Desdemona – an untold story
A collaborative project involving Shakespeare, avant-garde director Peter Sellars and Nobel prize-winning author Toni Morrison would be a reason for celebration in its own right. Add the angelic tones of Mali’s greatest modern musical export, Rokia Traoré, and it becomes an unmissable landmark in world theatre.
Desdemona, which comes to the Barbican this month as part of the World Shakespeare Festival, focuses on a dialogue between Othello’s wife, the eponymous Desdemona, and her African nurse Barbary, mentioned in passing in the original play.
Morrison, who is renowned for her portrayals of the oppressed and disenfranchised in African-American history, had long wanted to “write a response” to Shakespeare’s canonical tragedy, which is rife with themes of racism and colonialism, and teamed up with Sellars to give the neglected maid a voice from beyond the grave.
The duo approached Traoré to add a musical dimension to the role of Barbary, who is introduced in Shakespeare’s play through the song she taught Desdemona. Traoré inhabits the role of the African maid, and sings her responses to Desdemona in her native Bambara language, a device which has become all the more poignant as the political landscape in the singer’s home country worsens.

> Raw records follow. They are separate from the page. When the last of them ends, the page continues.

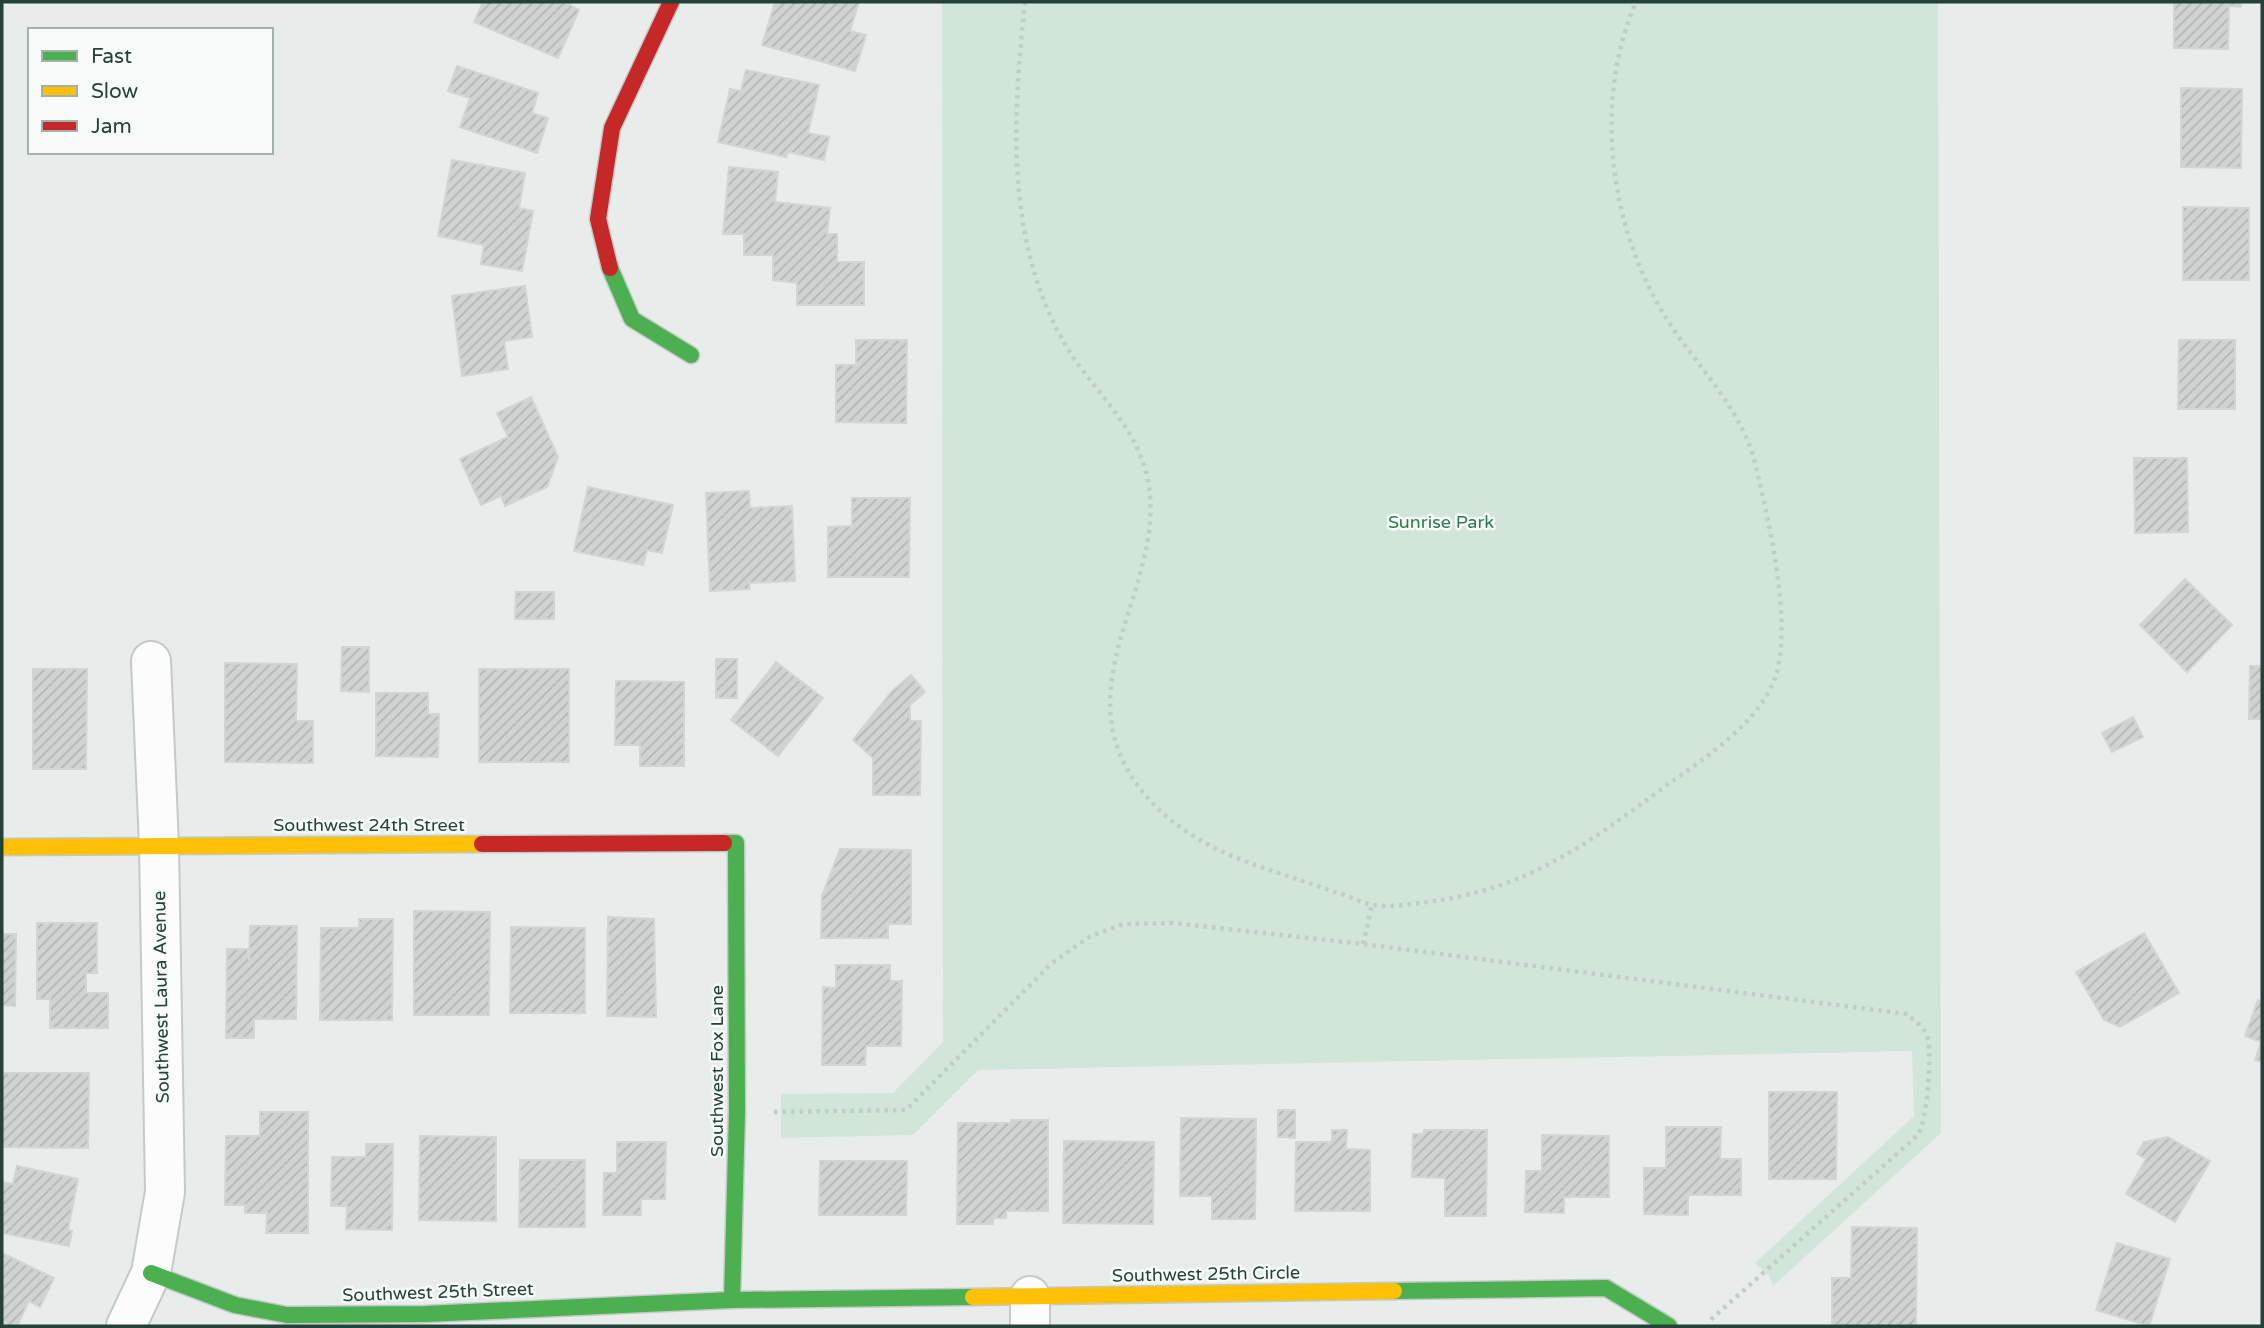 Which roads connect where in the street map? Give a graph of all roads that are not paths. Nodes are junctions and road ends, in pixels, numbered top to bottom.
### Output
1 (671, 2) edge
2 (691, 355) dead end
3 (151, 661) dead end
4 (736, 843) joint
5 (159, 845) junction
6 (2, 847) edge
7 (151, 1273) junction
8 (732, 1300) junction
9 (1030, 1311) edge
10 (425, 1320) edge
11 (126, 1326) edge
12 (1669, 1326) edge

1 - 2 street
3 - 5 street, Southwest Laura Avenue
4 - 5 street, Southwest 24th Street
4 - 8 street, Southwest Fox Lane
5 - 6 street, Southwest 24th Street
5 - 7 street, Southwest Laura Avenue
7 - 10 street, Southwest 25th Street
7 - 11 street, Southwest Laura Avenue
8 - 9 street, Southwest 25th Circle
8 - 10 street, Southwest 25th Street
9 - 12 street, Southwest 25th Circle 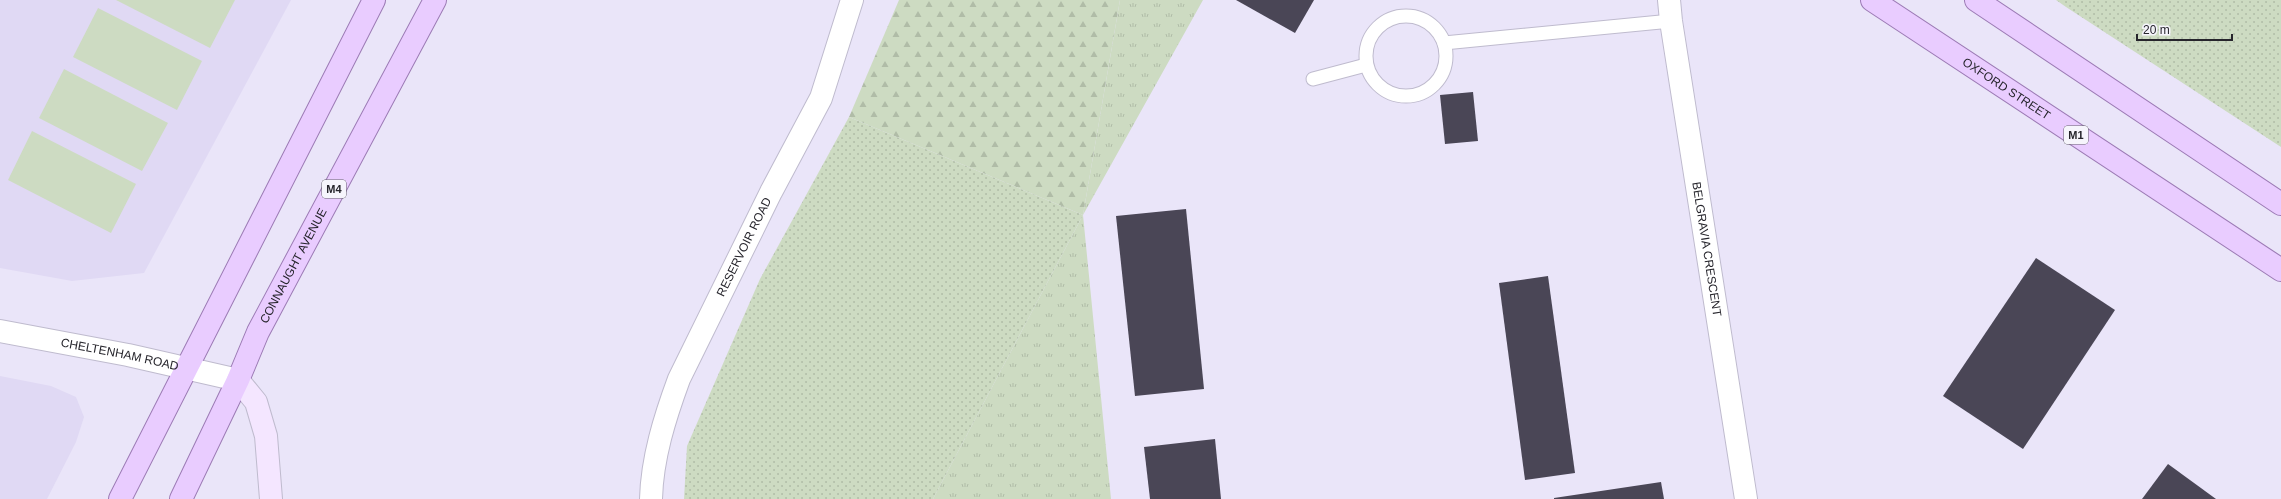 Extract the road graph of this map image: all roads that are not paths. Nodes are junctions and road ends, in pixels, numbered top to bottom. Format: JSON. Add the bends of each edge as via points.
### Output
{"nodes":[{"id":1,"x":374,"y":0,"type":"edge"},
{"id":2,"x":435,"y":0,"type":"edge"},
{"id":3,"x":852,"y":0,"type":"edge"},
{"id":4,"x":1669,"y":0,"type":"edge"},
{"id":5,"x":1872,"y":0,"type":"edge"},
{"id":6,"x":1976,"y":0,"type":"edge"},
{"id":7,"x":1671,"y":21,"type":"junction"},
{"id":8,"x":1444,"y":43,"type":"junction"},
{"id":9,"x":1366,"y":65,"type":"junction"},
{"id":10,"x":1313,"y":79,"type":"dead end"},
{"id":11,"x":2281,"y":204,"type":"edge"},
{"id":12,"x":2281,"y":270,"type":"edge"},
{"id":13,"x":0,"y":331,"type":"edge"},
{"id":14,"x":186,"y":367,"type":"junction"},
{"id":15,"x":238,"y":380,"type":"junction"},
{"id":16,"x":120,"y":499,"type":"edge"},
{"id":17,"x":181,"y":499,"type":"edge"},
{"id":18,"x":271,"y":499,"type":"edge"},
{"id":19,"x":651,"y":499,"type":"edge"},
{"id":20,"x":1746,"y":499,"type":"edge"}],
"edges":[{"from":1,"to":14,"type":"main road"},
{"from":2,"to":15,"type":"main road","name":"CONNAUGHT AVENUE","number":"M4","via":[[258,332]]},
{"from":3,"to":19,"type":"street","name":"RESERVOIR ROAD","via":[[821,98],[771,192],[679,379],[668,411],[652,479]]},
{"from":4,"to":7,"type":"street","name":"BELGRAVIA CRESCENT"},
{"from":5,"to":12,"type":"main road","name":"OXFORD STREET","number":"M1"},
{"from":6,"to":11,"type":"main road"},
{"from":7,"to":8,"type":"lane"},
{"from":7,"to":20,"type":"street","name":"BELGRAVIA CRESCENT"},
{"from":8,"to":9,"type":"lane","via":[[1430,24],[1419,18],[1395,17],[1374,30],[1366,53]]},
{"from":8,"to":9,"type":"lane","via":[[1444,69],[1438,80],[1416,95],[1403,96],[1379,87]]},
{"from":9,"to":10,"type":"lane"},
{"from":13,"to":14,"type":"street","name":"CHELTENHAM ROAD"},
{"from":14,"to":15,"type":"street","name":"CHELTENHAM ROAD"},
{"from":14,"to":16,"type":"main road"},
{"from":15,"to":17,"type":"main road","number":"M4"},
{"from":15,"to":18,"type":"street","via":[[256,402],[266,436]]}]}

Traoré has collaborated with Sellars before and when the American auteur came calling once again, she jumped at the opportunity. “Having Toni Morrison and Peter Sellars as teachers is just something great,” she says. “I didn’t want to disappoint them and I wasn’t sure I’d be able to do such a thing, but I learned so much in these few months.”
“I started working on the music before Toni had even written the script. She articulated her ideas to me so clearly, that when the script actually arrived, there was little difference between what she was saying and what I wrote.
“We worked independently, but there were exchanges between us, and we both changed some things in our work according to the work of the other. Then Peter put together the music and the script. We added things to fit with what he was doing on stage.”
Using Morrison’s conceptions as a starting point was more important to Traoré than adhering to the Shakespearean text. “For me it was just something to create,” she explains. “I wanted to chime with Toni’s script, not with the original Othello.”
Traoré had never read the play before, and had limited exposure to Shakespeare as a youngster. “I grew up in a former French colony. We don’t do English early at school, and Shakespeare isn’t such an important part of our studies.”
Coming to Shakespeare as an outsider helped her connect with the marginalised characters in Othello. “I had a discussion with Toni before reading the original play,” Traoré explains. “She said she wanted to write something about the characters which exist in Othello, but who have no back-story.
“Take Othello himself. He is a black warrior, but there is nothing about his past – we just see Othello as people in Europe would see Africa at this period. And they knew nothing about Africa. Toni gave these characters backgrounds. Her thinking influenced mine.”
Traoré is used to telling stories through her music. In the run-up to Desdemona, she performed three highly acclaimed concerts at venues in east London in which her connection to the traditional African griots, who combine melody and narrative to maintain a vibrant oral history, was eloquently showcased. Her hope, as she has articulated in the past, “is not to show the audience that I know how to sing, but to share something.”
With Desdemona however, Traoré was faced with the challenge of dividing the storytelling between herself, Morrison’s script and the actors on stage. “It was one of the reasons I was anxious before we started this project,” she says. “Sharing the creative space with someone else is different from what I do everyday, but Peter was there to help me through it.”
Desdemona is at the Barbican Hall on Thursday 19 and Friday 20 July.